Galiena wrote the letters into the sand, then continued with the translation, substituting the known vowels for the symbols. " Longshanks seeks to weaken ," she read out loud before turning to look at Red. Some of the color had drained from her face, and he knew she understood as well as he did the gravity of what they were uncovering.
"Try the next line," he suggested, but the pattern of shifting two letters to the left did not work. Galiena tried shifting the letters three positions to the left but came up with nothing legible again. She repeated the process three more times until they were shifted five positions to the left, but still, it did not produce anything that made sense.
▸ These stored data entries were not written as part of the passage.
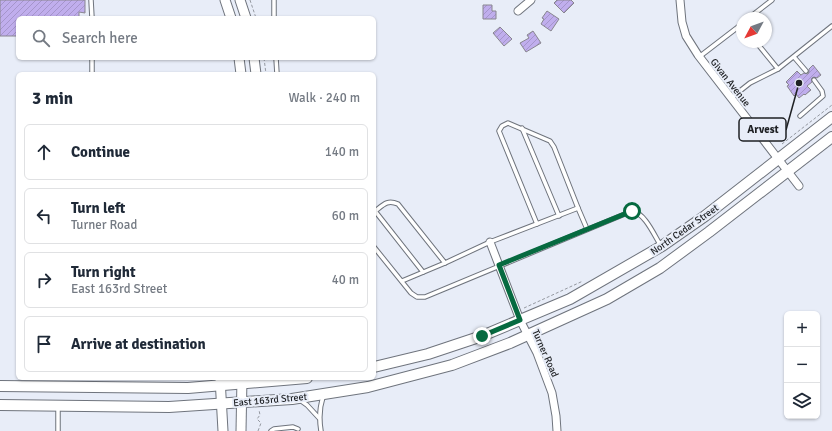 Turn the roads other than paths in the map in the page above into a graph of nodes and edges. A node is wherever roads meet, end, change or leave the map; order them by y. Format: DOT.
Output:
graph roads {
  1 [pos="91,0"];
  2 [pos="225,0"];
  3 [pos="240,0"];
  4 [pos="274,0"];
  5 [pos="531,0"];
  6 [pos="680,0"];
  7 [pos="772,0"];
  8 [pos="518,11"];
  9 [pos="758,12"];
  10 [pos="92,16"];
  11 [pos="230,16"];
  12 [pos="245,16"];
  13 [pos="274,16"];
  14 [pos="832,26"];
  15 [pos="736,29"];
  16 [pos="761,48"];
  17 [pos="699,57"];
  18 [pos="794,57"];
  19 [pos="92,60"];
  20 [pos="239,60"];
  21 [pos="254,60"];
  22 [pos="276,60"];
  23 [pos="778,70"];
  24 [pos="806,71"];
  25 [pos="92,72"];
  26 [pos="241,72"];
  27 [pos="256,72"];
  28 [pos="277,72"];
  29 [pos="814,80"];
  30 [pos="731,98"];
  31 [pos="800,116"];
  32 [pos="832,117"];
  33 [pos="522,128"];
  34 [pos="832,137"];
  35 [pos="776,156"];
  36 [pos="788,172"];
  37 [pos="799,186"];
  38 [pos="578,208"];
  39 [pos="376,210"];
  40 [pos="376,212"];
  41 [pos="559,216"];
  42 [pos="537,224"];
  43 [pos="587,229"];
  44 [pos="490,242"];
  45 [pos="662,246"];
  46 [pos="376,248"];
  47 [pos="445,263"];
  48 [pos="499,265"];
  49 [pos="423,272"];
  50 [pos="402,281"];
  51 [pos="520,317"];
  52 [pos="529,335"];
  53 [pos="376,367"];
  54 [pos="264,380"];
  55 [pos="243,381"];
  56 [pos="220,382"];
  57 [pos="0,386"];
  58 [pos="324,394"];
  59 [pos="297,398"];
  60 [pos="242,402"];
  61 [pos="221,403"];
  62 [pos="0,405"];
  63 [pos="58,405"];
  64 [pos="319,418"];
  65 [pos="298,429"];
  66 [pos="58,431"];
  67 [pos="223,431"];
  68 [pos="241,431"];
  69 [pos="271,431"];
  70 [pos="321,431"];
  71 [pos="557,431"];
  1 -- 10 [label="lane"];
  2 -- 11 [label="street"];
  3 -- 12 [label="street"];
  4 -- 13 [label="lane"];
  5 -- 8 [label="street"];
  6 -- 17 [label="street, Givan Avenue"];
  7 -- 9 [label="lane"];
  14 -- 18 [label="lane"];
  15 -- 17 [label="lane"];
  16 -- 23 [label="lane"];
  17 -- 30 [label="street, Givan Avenue"];
  18 -- 23 [label="lane"];
  18 -- 24 [label="lane"];
  19 -- 25 [label="lane"];
  20 -- 26 [label="street"];
  21 -- 27 [label="street"];
  22 -- 28 [label="lane"];
  23 -- 30 [label="lane"];
  29 -- 31 [label="lane"];
  30 -- 35 [label="street, Givan Avenue"];
  32 -- 35 [label="main road, North Cedar Street"];
  33 -- 38 [label="lane"];
  33 -- 41 [label="lane"];
  33 -- 42 [label="lane"];
  34 -- 36 [label="main road, North Cedar Street"];
  35 -- 36 [label="street, Givan Avenue"];
  35 -- 45 [label="main road, North Cedar Street"];
  36 -- 37 [label="street, Givan Avenue"];
  36 -- 52 [label="main road, North Cedar Street"];
  38 -- 41 [label="lane"];
  38 -- 43 [label="lane"];
  39 -- 47 [label="lane"];
  40 -- 49 [label="lane"];
  41 -- 42 [label="lane"];
  42 -- 44 [label="lane"];
  43 -- 45 [label="lane"];
  43 -- 48 [label="lane"];
  44 -- 47 [label="lane"];
  44 -- 48 [label="street, Turner Road"];
  45 -- 51 [label="main road, North Cedar Street"];
  46 -- 50 [label="lane"];
  47 -- 49 [label="lane"];
  48 -- 50 [label="lane"];
  48 -- 51 [label="street, Turner Road"];
  49 -- 50 [label="lane"];
  51 -- 52 [label="street, Turner Road"];
  51 -- 53 [label="main road"];
  52 -- 58 [label="main road, East 163rd Street"];
  52 -- 71 [label="street, Turner Road"];
  54 -- 55 [label="main road, East 163rd Street"];
  55 -- 56 [label="main road, East 163rd Street"];
  55 -- 60 [label="street"];
  56 -- 57 [label="main road, East 163rd Street"];
  56 -- 61 [label="street"];
  58 -- 59 [label="main road, East 163rd Street"];
  58 -- 64 [label="lane"];
  59 -- 60 [label="main road, East 163rd Street"];
  59 -- 64 [label="lane"];
  60 -- 61 [label="main road, East 163rd Street"];
  60 -- 68 [label="street"];
  61 -- 63 [label="main road, East 163rd Street"];
  61 -- 67 [label="street"];
  62 -- 63 [label="main road, East 163rd Street"];
  63 -- 66 [label="lane"];
  64 -- 70 [label="lane"];
  65 -- 69 [label="lane"];
}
"Let's try shifting to the right again," Galiena said, wiping the sand clean below the original line, and restarting the process again.
He'd started to think they were on the wrong track again when finally, the fourth shift to the right yielded results. He watched, not saying anything until the entire line was written in the sand. Only then did he read it out loud. " Old ways are threatened ."
Red grabbed the parchment he'd finished copying the coded message onto, and added the translations below the first, second, and last lines, adding an arrow indicating the correct direction along with a number to indicate the number of positions shifted for each line. "There doesn't seem to be a pattern yet as to how many positions or which direction to shift for each line," he said, showing his work to Galiena.
"We will have to just keep repeating the pattern, trying first one direction and then the other." She put her hands on her lower back, leaning backward to stretch.
"The king is expecting us to make an appearance before evening," Red reminded her. "We need to wipe the sand back into the buckets and put away the parchments until we can work on this again. I don't want anyone to happen upon this."
"Do you think we are being watched?" Galiena asked, her eyes wide with concern.
"I don't know," Red admitted, "but I can't rid myself of this gnawing in my gut."
Bard entered the back room as Red said the last and turned a sharp look at him. "We've regretted it when we didn't heed your gut before, Viking."